More than apoptosis: Bcl-2 at ryanodine receptor channels Free

B-cell lymphoma-2 (Bcl-2), often upregulated in B-cell cancers, is an anti-apoptotic protein that scaffolds pro-apoptotic members of the Bcl-2 family at mitochondria in order to counteract their activity. In addition, Bcl-2 has a role in intracellular Ca2+ homeostasis and dynamics, which it exerts through targeting and modulating of Ca2+ transporters, including inositol 1,4,5-trisphosphate receptor (IP3R) and Ca2+ ATPases, at the ER and the plasma membrane. The N-terminal BH4 domain of Bcl-2 interacts with a region of the central modulatory domain of IP3R, which was found to resemble a highly conserved sequence of amino acids within ryanodine receptors (RyRs), the other main class of intracellular Ca2+-release channels.

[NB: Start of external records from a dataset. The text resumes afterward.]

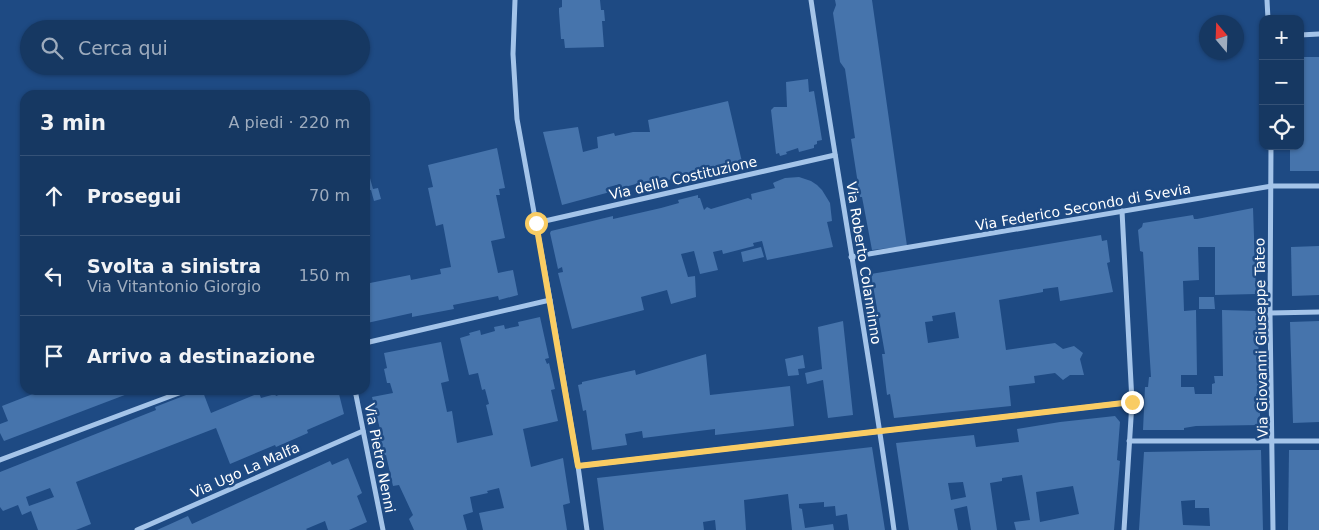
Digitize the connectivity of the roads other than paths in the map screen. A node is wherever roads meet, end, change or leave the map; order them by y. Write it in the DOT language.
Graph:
graph roads {
  1 [pos="515,0"];
  2 [pos="811,0"];
  3 [pos="1268,0"];
  4 [pos="1268,15"];
  5 [pos="1319,34"];
  6 [pos="1304,35"];
  7 [pos="1270,150"];
  8 [pos="835,155"];
  9 [pos="1272,186"];
  10 [pos="1319,186"];
  11 [pos="1122,211"];
  12 [pos="536,223"];
  13 [pos="851,257"];
  14 [pos="550,300"];
  15 [pos="1319,312"];
  16 [pos="1270,313"];
  17 [pos="370,342"];
  18 [pos="174,395"];
  19 [pos="356,395"];
  20 [pos="1132,402"];
  21 [pos="880,430"];
  22 [pos="363,431"];
  23 [pos="1128,440"];
  24 [pos="1319,441"];
  25 [pos="1273,442"];
  26 [pos="0,460"];
  27 [pos="578,466"];
  28 [pos="137,530"];
  29 [pos="383,530"];
  30 [pos="588,530"];
  31 [pos="894,530"];
  32 [pos="1124,530"];
  33 [pos="1273,530"];
  1 -- 12 [label="street"];
  2 -- 8 [label="street, Via Roberto Colanninno"];
  3 -- 4 [label="street"];
  5 -- 6 [label="street"];
  7 -- 9 [label="street, Via Giovanni Giuseppe Tateo"];
  8 -- 12 [label="street, Via della Costituzione"];
  8 -- 13 [label="street, Via Roberto Colanninno"];
  9 -- 10 [label="street, Via Federico Secondo di Svevia"];
  9 -- 11 [label="street, Via Federico Secondo di Svevia"];
  9 -- 16 [label="street, Via Giovanni Giuseppe Tateo"];
  11 -- 13 [label="street, Via Federico Secondo di Svevia"];
  11 -- 20 [label="street"];
  12 -- 14 [label="street"];
  13 -- 21 [label="street, Via Roberto Colanninno"];
  14 -- 17 [label="street"];
  14 -- 27 [label="street"];
  15 -- 16 [label="street"];
  16 -- 25 [label="street, Via Giovanni Giuseppe Tateo"];
  18 -- 26 [label="street"];
  19 -- 22 [label="street, Via Pietro Nenni"];
  20 -- 21 [label="street"];
  20 -- 23 [label="street"];
  21 -- 27 [label="street"];
  21 -- 31 [label="street, Via Roberto Colanninno"];
  22 -- 28 [label="street, Via Ugo La Malfa"];
  22 -- 29 [label="street, Via Pietro Nenni"];
  23 -- 25 [label="street"];
  23 -- 32 [label="street"];
  24 -- 25 [label="street"];
  25 -- 33 [label="street, Via Giovanni Giuseppe Tateo"];
  27 -- 30 [label="street"];
}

This resemblance prompted Geert Bultynck and colleagues to investigate whether Bcl-2 acts on RyRs, and the authors now provide evidence (p. 2782) for endogenous complexes between RyRs and Bcl-2 in rat hippocampi. By using purified proteins and peptides, the authors then demonstrate that Bcl-2, through its N-terminal BH4 domain, directly binds to the central domain of the RyR channels. The authors also address the molecular function of this interaction and show that Bcl-2 overexpression suppressed caffeine-triggered RyR-mediated Ca2+ signalling. Interestingly, the BH4 domain of Bcl-2 was sufficient to induce RyR inhibition, because delivering the BH4 domain of Bcl-2 as a peptide into HEK293 cell models or hippocampal neurons decreased RyR-mediated Ca2+ release. Thus, the results presented here clearly demonstrate that RyRs are targeted and inhibited by Bcl-2, therefore providing new insight into how Bcl-2 proteins control Ca2+ signalling and how they might be relevant in their emerging role regarding non-apoptotic processes.